Regarding cardiotoxicity, the consortium has developed a new device concept for the measurement of cardiac contraction forces with high spatial resolution, down to single cell, in large monolayer cultures. In addition, these measurements have been combined also with electrical recording of field potentials, to move toward multiparametric analyses. Additionally, the consortium has developed protocols for extreme long-time Action Potential recordings from cardiomyocytes on microelectrode arrays (MEA) for enabling new insights into chronic cardiotoxicity. Finally, we demonstrate a novel polymer based transistor that enables the recording of intracellular-like cardiac Action Potentials by exploiting laser cell optoporation. These polymer based transistors can potentially be fabricated and produced with very low-cost techniques and can be more environmental friendly than semiconductor based biosensors. Furthermore, the consortium has established new protocols for assessing cardiotoxicity on MEA by comparing the effects of several compounds on different cardiac cell models derived from human stem cells, determining which model can better resemble the human cardiac model for cardiotoxicity. Finally, we have also presented a new method for measuring in-vitro fiber-like structures of cardiomyocytes that can reveal quantitative information on signal conduction velocity and gap junctions.
Regarding neurotoxicity, we have developed new all-optical technologies based on Raman Spectroscopy for cell phenotyping and for assessing neuronal toxicity at earlier stages than established technologies. These optical technologies enabled us to discriminate differentiation stages of neuronal spheroids with high temporal resolution and enabled us to detect toxic effects of known compounds on neurons at earlier stages without damaging the spheroids. Potentially, these optical technologies can offer the possibility to follow the development of neuronal toxicity over time in complex three-dimensional spheroids or organoids. Moreover, we have also shown that Raman Spectroscopy combined with MEA electrophysiology can reveal subtle toxicological effects in neuronal cultures by correlating the optical and electrical measurements with advanced machine learning algorithms.

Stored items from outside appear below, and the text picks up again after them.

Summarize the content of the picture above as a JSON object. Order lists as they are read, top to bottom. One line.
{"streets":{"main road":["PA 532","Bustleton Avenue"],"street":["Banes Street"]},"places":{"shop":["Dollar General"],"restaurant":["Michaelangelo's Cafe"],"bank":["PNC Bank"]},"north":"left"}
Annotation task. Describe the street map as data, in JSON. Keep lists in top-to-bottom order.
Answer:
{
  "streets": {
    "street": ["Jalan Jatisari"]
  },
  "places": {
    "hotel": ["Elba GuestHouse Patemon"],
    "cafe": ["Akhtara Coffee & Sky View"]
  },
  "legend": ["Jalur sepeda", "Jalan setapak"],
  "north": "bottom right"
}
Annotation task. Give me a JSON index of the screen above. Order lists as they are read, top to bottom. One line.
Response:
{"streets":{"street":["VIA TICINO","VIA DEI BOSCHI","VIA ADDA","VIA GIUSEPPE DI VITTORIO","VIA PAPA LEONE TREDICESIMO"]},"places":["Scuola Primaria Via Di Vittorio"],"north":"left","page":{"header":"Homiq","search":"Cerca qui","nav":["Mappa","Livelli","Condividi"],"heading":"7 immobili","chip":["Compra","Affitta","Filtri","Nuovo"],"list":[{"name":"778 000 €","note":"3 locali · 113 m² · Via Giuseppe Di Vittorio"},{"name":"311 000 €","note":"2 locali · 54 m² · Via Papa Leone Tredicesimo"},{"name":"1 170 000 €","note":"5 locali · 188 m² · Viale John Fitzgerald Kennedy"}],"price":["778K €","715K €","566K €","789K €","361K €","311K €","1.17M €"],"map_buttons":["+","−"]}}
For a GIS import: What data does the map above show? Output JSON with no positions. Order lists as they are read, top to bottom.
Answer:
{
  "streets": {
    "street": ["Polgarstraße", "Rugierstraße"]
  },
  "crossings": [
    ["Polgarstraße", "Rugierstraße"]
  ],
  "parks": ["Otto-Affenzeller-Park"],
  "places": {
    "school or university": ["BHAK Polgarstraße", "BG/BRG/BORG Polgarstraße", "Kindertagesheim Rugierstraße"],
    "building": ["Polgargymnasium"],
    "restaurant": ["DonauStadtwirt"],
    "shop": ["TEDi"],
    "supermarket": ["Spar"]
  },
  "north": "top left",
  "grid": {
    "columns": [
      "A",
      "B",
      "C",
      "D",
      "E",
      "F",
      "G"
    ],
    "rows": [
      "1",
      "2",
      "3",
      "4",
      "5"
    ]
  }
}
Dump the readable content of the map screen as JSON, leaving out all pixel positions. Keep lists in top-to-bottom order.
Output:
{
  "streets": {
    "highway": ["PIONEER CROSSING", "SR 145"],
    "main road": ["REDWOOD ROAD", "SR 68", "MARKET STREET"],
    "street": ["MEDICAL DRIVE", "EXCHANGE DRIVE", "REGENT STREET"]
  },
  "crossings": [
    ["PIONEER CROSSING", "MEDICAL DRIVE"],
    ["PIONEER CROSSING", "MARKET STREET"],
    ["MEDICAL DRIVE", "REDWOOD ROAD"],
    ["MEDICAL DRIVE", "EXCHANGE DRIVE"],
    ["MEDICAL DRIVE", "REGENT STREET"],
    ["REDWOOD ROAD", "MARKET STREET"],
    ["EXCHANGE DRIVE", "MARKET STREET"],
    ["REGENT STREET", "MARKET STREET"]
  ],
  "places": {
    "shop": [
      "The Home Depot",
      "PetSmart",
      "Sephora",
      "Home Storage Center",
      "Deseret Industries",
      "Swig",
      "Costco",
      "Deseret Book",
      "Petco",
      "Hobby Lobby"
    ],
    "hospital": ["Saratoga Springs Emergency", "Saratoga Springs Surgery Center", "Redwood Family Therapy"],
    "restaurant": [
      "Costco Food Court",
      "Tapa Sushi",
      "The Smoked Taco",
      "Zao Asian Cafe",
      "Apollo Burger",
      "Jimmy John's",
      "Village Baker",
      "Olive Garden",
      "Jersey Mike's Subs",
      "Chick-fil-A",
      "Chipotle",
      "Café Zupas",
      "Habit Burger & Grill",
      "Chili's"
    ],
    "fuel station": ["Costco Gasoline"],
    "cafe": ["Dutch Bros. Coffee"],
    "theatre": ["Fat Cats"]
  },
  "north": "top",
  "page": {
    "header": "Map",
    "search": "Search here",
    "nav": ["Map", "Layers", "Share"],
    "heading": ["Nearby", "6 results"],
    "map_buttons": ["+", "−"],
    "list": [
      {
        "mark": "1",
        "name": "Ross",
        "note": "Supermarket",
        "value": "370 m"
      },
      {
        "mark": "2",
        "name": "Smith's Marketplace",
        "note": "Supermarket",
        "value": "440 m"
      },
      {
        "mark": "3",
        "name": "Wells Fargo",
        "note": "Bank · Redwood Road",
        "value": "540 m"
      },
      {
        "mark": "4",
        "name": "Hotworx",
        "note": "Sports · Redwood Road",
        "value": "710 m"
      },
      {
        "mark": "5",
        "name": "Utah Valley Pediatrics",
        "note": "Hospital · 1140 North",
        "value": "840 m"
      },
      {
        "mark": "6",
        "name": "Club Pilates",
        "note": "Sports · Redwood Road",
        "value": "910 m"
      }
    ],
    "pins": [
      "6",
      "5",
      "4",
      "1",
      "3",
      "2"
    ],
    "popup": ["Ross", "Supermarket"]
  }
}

Finally, we have also introduced a laser cell poration technology that offers the recording of sub-threshold activity in neuronal culture on MEA in a non-invasive manner, enabling longitudinal analyses.
The consortium has been active in disseminating and communicating these results to the scientific community and the general audience. Among the main activities, the consortium has actively organized and supported the first three editions of the Biocube Meeting, a new winter-school and workshop focused on biophotonics, bioelectronics, and biomechanics.